Over the past few months, I’ve been getting some enquires from people thinking about doing a PhD in history. I’ve found myself repeating the same thing in many cases, so I thought I’d set it out here in case it’s helpful for current MA students thinking about the possibility. In most cases, there are important personal factors to consider, but I think there are a few pieces of advice that apply more generally.
Note, however, that as an ‘early career’ academic, there is still plenty that I’m learning about the whole process, despite having finished my own PhD over five years ago. Your own thoughts would be very welcome.
Don’t do it!
Obviously I don’t believe that or I wouldn’t be writing this post, but I think there are lots of good reasons to not do a PhD right now, the most important being the terrible job market for new humanities PhDs. As innumerable blog posts and articles have said before: even if you are extremely smart, original, hard-working and self-sacrificing, there is a decent chance that you won’t be able to find a permanent academic job. If you are aware of that, and want to do a PhD anyway – perhaps because you’re not doing it to get an academic job, or perhaps because you are young, carefree and willing to roll the dice – then please read on…

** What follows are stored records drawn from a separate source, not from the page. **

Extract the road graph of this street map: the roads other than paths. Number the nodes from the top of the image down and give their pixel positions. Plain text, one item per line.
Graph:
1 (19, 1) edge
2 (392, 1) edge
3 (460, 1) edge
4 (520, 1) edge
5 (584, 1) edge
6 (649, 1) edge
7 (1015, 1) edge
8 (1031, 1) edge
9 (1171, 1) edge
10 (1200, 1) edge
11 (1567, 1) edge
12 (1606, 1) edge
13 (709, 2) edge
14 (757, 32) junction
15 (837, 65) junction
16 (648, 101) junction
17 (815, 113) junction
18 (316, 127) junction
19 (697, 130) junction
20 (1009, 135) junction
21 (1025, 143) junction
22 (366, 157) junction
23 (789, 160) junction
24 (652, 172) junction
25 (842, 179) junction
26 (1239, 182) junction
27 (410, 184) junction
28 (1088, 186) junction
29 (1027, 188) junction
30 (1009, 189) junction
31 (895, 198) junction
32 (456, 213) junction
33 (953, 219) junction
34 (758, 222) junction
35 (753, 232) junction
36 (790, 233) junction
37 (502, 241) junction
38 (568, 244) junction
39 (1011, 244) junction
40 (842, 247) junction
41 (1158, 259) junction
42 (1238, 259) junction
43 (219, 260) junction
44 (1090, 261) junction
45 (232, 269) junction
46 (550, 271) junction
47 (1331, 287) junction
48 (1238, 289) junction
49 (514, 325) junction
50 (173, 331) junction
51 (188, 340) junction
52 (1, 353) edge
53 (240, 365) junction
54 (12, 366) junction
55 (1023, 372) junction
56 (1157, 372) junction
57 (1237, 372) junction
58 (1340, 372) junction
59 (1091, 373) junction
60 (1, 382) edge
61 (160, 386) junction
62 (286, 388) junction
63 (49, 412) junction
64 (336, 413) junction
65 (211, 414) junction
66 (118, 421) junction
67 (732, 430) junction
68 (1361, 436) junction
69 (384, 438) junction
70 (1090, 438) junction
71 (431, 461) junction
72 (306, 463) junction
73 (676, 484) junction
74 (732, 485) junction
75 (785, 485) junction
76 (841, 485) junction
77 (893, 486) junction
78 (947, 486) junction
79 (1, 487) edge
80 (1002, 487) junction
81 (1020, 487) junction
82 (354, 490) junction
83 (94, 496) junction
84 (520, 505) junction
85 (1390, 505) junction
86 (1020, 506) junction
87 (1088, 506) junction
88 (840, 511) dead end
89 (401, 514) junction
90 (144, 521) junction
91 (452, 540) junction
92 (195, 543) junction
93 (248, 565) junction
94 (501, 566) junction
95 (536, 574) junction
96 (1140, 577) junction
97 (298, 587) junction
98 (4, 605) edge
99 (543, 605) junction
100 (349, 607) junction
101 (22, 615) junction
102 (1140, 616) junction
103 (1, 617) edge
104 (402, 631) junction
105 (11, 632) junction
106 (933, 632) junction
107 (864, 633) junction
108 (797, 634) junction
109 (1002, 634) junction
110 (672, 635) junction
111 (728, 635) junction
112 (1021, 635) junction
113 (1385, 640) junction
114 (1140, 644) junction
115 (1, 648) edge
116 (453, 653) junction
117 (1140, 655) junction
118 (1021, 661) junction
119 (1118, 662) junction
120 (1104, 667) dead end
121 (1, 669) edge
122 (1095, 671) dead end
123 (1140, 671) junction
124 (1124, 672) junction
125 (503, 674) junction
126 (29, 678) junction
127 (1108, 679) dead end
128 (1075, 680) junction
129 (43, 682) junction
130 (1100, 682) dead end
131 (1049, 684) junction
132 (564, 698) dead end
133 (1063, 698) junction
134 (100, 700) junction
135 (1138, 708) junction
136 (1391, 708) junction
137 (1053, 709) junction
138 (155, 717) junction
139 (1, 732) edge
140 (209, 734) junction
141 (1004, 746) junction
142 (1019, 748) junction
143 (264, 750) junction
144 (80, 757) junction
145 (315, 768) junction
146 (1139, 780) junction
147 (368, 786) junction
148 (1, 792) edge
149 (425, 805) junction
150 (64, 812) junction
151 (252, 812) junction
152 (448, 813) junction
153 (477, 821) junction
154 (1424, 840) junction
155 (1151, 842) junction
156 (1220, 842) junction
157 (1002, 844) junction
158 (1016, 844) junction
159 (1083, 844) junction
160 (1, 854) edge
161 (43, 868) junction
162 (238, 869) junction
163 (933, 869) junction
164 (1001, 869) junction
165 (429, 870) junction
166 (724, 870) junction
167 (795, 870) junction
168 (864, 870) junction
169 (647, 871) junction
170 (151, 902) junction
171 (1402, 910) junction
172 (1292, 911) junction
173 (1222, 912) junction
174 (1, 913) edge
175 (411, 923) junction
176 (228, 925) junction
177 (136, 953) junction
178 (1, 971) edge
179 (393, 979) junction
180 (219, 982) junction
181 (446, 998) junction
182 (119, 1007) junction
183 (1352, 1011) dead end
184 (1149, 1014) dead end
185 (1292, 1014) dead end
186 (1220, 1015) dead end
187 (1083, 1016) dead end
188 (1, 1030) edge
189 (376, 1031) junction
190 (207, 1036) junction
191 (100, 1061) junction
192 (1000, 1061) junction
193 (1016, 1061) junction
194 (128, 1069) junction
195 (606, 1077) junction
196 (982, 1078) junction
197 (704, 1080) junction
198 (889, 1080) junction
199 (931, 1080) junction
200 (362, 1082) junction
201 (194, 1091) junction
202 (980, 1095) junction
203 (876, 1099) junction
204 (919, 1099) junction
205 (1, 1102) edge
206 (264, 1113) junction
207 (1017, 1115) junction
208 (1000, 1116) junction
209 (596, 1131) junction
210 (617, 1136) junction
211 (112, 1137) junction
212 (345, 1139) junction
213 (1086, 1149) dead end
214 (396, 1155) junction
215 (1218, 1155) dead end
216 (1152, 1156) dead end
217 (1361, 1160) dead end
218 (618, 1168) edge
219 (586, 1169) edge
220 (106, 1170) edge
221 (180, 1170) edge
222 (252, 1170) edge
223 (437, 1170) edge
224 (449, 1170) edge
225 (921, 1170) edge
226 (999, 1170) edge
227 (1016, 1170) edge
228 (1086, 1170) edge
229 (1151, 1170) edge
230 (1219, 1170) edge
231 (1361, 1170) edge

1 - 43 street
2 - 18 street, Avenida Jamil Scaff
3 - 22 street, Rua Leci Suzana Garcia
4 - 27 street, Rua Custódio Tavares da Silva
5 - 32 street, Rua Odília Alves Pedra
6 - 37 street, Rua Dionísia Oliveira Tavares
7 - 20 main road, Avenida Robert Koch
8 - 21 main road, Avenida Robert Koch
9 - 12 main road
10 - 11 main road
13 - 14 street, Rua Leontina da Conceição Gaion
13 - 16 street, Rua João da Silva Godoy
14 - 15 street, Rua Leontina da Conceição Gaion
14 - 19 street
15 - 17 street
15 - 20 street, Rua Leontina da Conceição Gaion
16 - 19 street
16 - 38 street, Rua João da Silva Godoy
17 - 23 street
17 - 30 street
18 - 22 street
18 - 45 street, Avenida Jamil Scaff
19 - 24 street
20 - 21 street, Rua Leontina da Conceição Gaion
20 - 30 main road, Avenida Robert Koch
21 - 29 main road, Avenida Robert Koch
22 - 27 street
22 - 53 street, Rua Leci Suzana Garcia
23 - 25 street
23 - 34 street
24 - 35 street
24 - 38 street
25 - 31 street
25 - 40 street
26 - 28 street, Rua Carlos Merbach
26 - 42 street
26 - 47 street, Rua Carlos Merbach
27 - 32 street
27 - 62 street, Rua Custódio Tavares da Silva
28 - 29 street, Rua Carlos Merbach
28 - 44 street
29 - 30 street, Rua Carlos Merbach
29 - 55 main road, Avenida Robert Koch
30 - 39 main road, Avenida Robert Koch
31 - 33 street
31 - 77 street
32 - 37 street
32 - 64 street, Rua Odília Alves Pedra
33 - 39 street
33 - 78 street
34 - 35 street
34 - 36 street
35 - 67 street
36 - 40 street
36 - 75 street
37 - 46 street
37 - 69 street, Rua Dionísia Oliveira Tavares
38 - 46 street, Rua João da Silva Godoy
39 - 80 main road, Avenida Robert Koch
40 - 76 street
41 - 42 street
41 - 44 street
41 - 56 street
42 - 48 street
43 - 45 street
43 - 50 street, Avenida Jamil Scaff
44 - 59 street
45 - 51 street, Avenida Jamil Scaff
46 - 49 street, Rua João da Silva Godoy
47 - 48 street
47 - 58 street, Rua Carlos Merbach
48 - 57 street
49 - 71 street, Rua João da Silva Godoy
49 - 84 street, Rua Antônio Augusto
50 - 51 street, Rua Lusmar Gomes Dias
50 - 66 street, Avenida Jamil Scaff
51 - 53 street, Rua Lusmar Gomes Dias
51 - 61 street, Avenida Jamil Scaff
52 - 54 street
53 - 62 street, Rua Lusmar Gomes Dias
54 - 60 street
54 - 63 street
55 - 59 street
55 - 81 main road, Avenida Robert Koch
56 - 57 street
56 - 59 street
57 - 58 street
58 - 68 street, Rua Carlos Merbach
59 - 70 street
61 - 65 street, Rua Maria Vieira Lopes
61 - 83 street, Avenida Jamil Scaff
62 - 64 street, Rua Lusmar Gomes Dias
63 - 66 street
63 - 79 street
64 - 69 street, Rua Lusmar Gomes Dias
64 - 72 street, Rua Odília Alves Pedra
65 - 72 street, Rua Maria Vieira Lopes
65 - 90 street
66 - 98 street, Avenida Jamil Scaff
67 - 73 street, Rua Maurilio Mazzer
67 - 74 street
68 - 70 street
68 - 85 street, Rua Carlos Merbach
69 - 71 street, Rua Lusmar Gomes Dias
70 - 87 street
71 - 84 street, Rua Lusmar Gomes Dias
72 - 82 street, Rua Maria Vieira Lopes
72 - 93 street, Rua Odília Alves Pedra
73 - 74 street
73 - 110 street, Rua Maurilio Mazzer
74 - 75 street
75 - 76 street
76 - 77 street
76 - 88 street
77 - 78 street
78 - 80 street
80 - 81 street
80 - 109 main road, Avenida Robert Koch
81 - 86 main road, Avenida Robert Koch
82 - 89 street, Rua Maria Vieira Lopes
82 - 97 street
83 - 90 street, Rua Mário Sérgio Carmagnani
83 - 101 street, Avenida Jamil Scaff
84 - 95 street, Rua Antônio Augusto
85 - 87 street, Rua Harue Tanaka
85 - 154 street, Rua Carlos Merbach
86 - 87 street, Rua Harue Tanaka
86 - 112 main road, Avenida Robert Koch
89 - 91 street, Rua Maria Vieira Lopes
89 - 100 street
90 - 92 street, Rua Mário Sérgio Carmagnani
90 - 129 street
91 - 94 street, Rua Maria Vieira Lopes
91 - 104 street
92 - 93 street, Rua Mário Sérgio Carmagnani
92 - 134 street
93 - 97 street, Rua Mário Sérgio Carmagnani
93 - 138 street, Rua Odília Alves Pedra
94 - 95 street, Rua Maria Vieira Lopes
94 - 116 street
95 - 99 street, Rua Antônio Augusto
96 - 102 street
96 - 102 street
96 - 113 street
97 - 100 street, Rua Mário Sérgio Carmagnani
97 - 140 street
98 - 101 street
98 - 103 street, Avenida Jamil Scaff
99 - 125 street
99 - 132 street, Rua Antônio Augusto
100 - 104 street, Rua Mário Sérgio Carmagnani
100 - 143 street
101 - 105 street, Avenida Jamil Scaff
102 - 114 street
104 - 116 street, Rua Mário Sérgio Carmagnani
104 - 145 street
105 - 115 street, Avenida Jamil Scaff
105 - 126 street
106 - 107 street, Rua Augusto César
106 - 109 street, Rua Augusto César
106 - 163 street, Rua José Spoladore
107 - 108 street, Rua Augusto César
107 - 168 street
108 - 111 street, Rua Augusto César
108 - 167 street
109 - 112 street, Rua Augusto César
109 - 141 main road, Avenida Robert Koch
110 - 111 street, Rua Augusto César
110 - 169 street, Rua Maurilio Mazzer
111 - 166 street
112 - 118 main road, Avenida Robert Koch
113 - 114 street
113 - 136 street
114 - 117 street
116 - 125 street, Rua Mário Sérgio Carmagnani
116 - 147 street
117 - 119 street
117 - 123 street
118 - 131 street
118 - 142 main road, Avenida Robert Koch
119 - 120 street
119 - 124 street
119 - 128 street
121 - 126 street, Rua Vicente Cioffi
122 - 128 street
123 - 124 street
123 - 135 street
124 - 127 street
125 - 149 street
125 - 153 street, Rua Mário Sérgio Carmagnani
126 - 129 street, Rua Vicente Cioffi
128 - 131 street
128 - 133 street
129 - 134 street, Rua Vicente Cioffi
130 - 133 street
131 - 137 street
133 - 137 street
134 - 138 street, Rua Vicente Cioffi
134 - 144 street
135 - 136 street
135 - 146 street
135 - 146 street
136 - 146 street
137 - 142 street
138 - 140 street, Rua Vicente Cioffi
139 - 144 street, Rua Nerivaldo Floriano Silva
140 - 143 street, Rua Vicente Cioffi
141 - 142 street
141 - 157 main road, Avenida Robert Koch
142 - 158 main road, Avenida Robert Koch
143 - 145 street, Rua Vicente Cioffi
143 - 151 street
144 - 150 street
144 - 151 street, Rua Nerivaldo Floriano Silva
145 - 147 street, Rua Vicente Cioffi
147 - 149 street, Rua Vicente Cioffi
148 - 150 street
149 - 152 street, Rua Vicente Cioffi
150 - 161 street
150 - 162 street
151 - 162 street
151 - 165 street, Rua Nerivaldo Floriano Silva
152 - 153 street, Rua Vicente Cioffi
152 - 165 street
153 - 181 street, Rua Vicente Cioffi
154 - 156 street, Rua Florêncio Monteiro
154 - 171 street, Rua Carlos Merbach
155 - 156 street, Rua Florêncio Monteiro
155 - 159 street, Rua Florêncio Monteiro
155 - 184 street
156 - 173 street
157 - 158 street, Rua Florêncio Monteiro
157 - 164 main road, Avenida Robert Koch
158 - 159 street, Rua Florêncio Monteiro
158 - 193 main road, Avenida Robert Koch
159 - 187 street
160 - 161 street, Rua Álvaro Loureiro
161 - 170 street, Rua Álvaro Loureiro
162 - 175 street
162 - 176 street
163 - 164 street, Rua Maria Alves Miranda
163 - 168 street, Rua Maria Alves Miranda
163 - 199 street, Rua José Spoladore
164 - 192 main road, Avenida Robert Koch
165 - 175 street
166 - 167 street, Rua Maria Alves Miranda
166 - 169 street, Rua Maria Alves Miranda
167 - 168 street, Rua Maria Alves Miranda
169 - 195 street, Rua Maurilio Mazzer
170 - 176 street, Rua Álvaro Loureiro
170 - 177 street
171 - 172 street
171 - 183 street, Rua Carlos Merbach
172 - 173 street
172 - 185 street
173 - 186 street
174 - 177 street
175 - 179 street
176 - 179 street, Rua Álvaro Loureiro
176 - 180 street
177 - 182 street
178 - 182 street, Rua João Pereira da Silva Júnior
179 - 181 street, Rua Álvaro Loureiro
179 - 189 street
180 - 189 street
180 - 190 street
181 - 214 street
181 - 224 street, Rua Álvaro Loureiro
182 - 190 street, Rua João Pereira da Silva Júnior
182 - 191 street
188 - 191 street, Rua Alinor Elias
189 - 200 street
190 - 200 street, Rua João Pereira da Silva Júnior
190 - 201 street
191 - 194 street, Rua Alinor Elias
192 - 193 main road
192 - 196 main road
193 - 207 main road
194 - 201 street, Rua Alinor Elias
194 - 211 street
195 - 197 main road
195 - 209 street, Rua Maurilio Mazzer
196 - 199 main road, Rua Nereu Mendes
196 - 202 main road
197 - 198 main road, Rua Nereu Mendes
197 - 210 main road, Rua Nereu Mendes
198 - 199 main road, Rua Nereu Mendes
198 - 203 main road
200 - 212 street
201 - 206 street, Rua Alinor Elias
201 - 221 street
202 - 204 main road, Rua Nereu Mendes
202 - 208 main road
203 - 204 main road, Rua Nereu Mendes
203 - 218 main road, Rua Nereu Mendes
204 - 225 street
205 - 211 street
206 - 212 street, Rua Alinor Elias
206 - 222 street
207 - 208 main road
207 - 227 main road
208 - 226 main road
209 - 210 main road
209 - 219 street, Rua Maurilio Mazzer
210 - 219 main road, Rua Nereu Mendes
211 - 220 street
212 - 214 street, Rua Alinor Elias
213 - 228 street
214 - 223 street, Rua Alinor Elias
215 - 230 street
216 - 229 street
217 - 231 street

From my experience, the most important factor during the PhD is the supervisor. You need a mentor, an editor and a friend all rolled into one. Obviously you also need other mentors, editors and friends to help you along the way – often in the form of your fellow students – but you still want someone who has time for you. You’ll want to make a list of possible supervisors at various institutions – I had about six on my long-list and three on my short-list – and find out as much as you can about them, their work, their reputation (because they’ll be writing references for you for years to come), and their more general character (because some very bright, influential people are terrible to work with). Most importantly, make contact with them directly before applying. Even if it is just via a few emails, you’ll learn a lot about them and the way they work just by talking to them. I was very fortunate, but one hears plenty of stories about incommunicative, unsupportive supervisors.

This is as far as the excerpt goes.